(Structured pose outputs)
::::
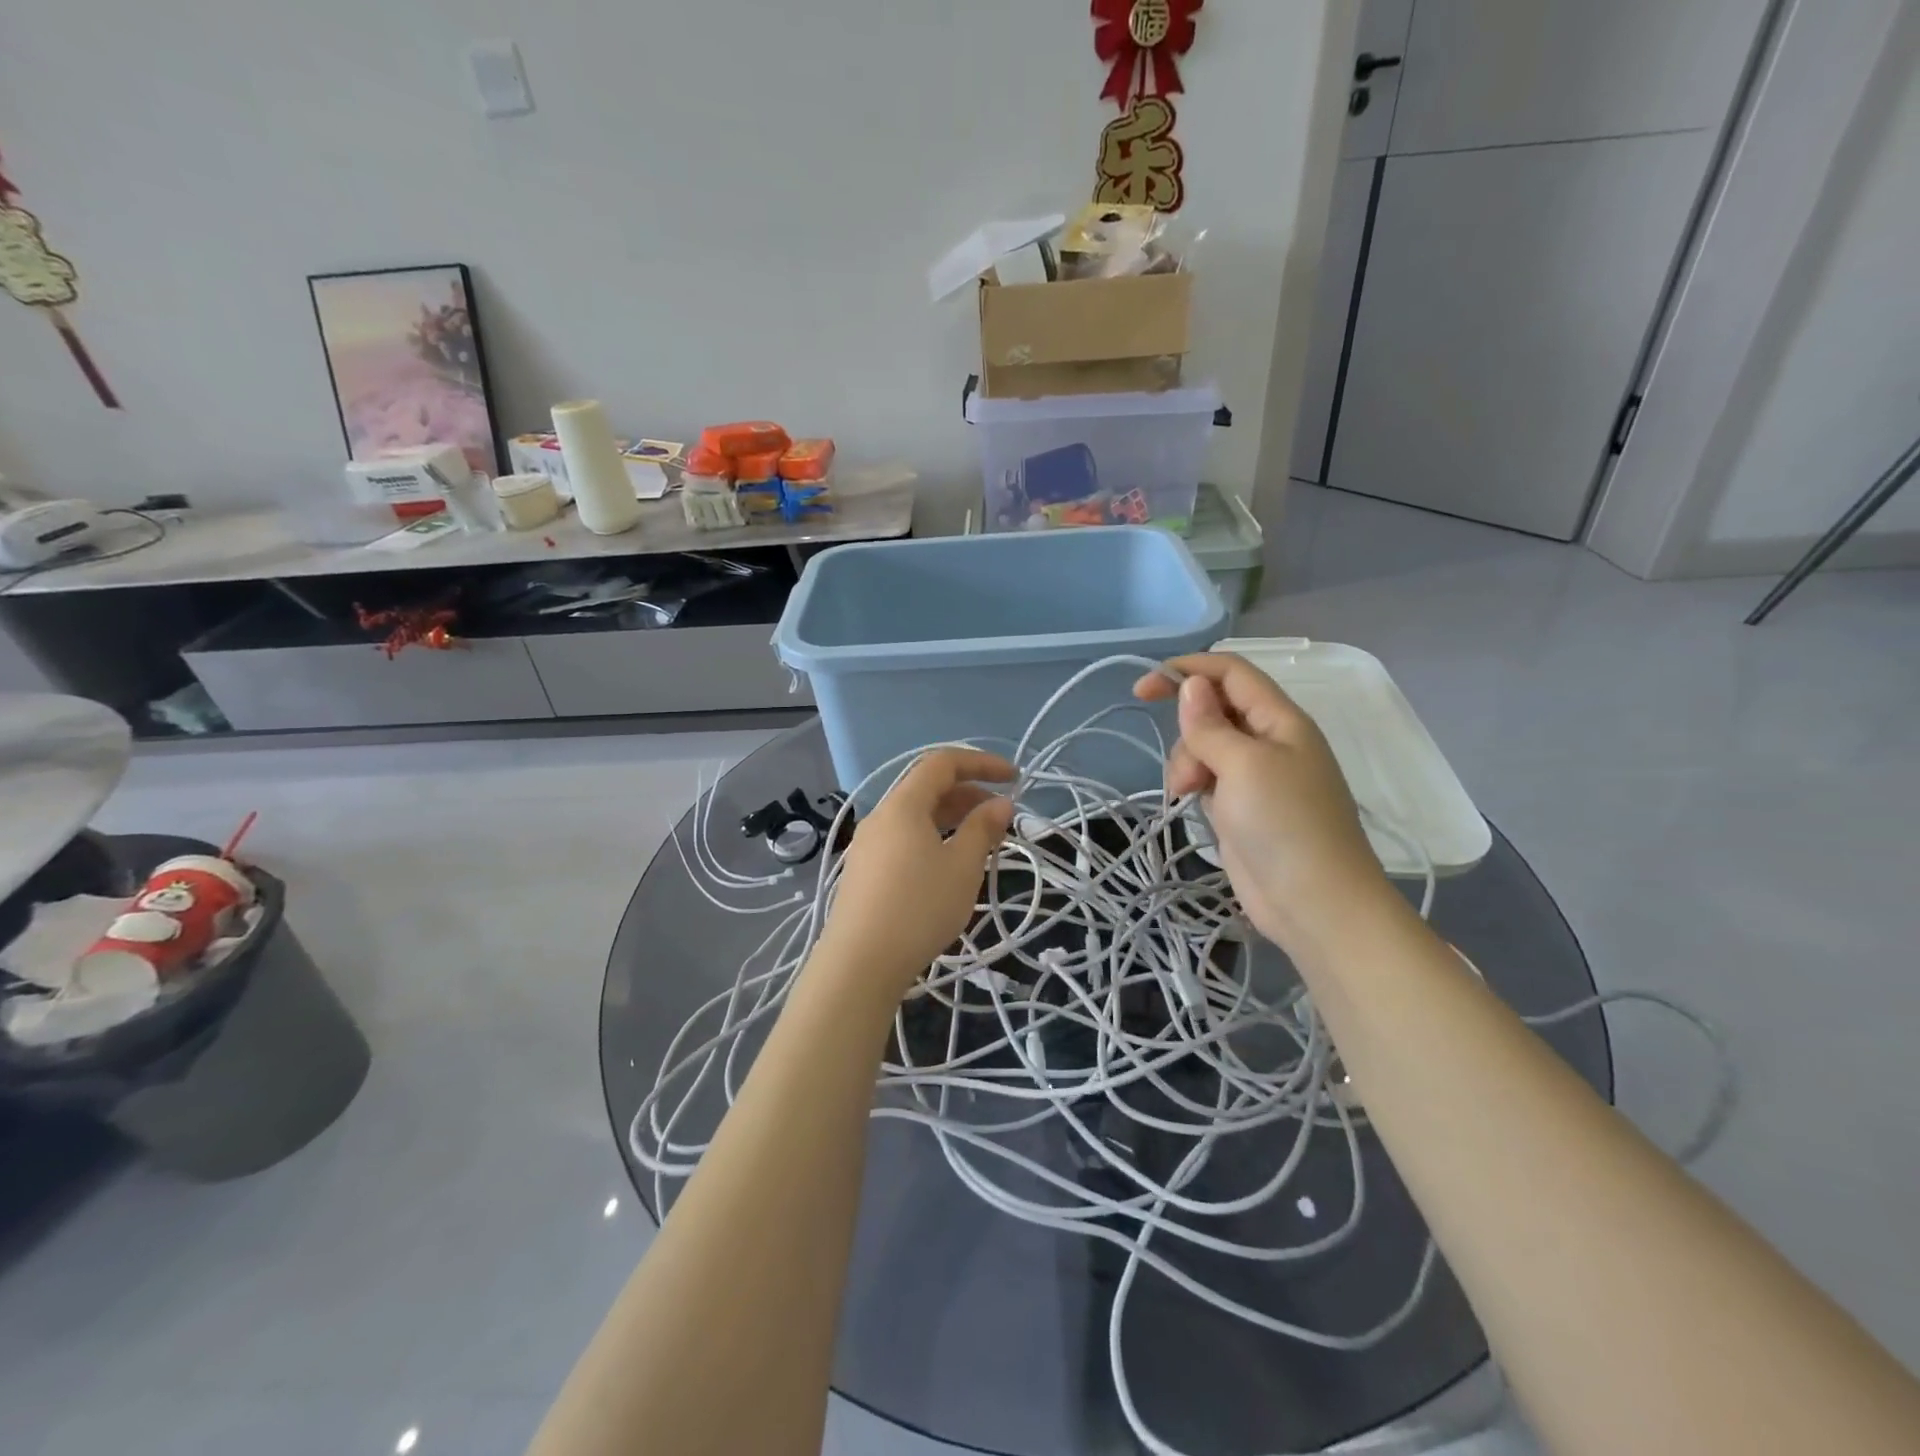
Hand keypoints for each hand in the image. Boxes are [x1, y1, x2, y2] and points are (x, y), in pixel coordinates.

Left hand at [811, 749, 1015, 999]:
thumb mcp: (962, 867)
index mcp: (903, 805)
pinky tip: (948, 863)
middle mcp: (881, 816)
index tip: (1014, 778)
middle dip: (968, 792)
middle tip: (1001, 814)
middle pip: (926, 787)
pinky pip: (904, 837)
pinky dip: (932, 836)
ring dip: (951, 816)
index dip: (981, 763)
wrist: (859, 963)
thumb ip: (983, 829)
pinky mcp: (865, 870)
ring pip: (915, 815)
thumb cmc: (918, 908)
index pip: (942, 763)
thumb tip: (1000, 804)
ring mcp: (868, 844)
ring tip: (981, 838)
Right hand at [1134, 655, 1396, 960]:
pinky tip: (1192, 804)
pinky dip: (1194, 783)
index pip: (1231, 673)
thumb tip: (1191, 685)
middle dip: (1188, 731)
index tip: (1142, 690)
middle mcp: (1270, 740)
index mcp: (1280, 720)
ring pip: (1206, 746)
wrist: (1314, 903)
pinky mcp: (1243, 806)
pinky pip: (1209, 777)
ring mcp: (1257, 776)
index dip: (1187, 671)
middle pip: (1214, 710)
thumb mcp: (1244, 765)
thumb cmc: (1284, 824)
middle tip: (1187, 771)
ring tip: (1189, 794)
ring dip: (1187, 762)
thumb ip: (1210, 724)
::::
All lines from the one containing "index mcp: (1280, 720)" through the last line of the data must be set down exactly. No other lines belong in the answer.

index mcp: (1280, 720)
ring pip: (1206, 746)
wrist: (1314, 903)
pinky mcp: (1243, 806)
pinky pip: (1209, 777)
ring mcp: (1257, 776)
index dip: (1187, 671)
middle pip: (1214, 710)
thumb mcp: (1244, 765)
thumb cmc: (1284, 824)
middle tip: (1187, 771)
ring tip: (1189, 794)
ring dip: (1187, 762)
thumb ip: (1210, 724)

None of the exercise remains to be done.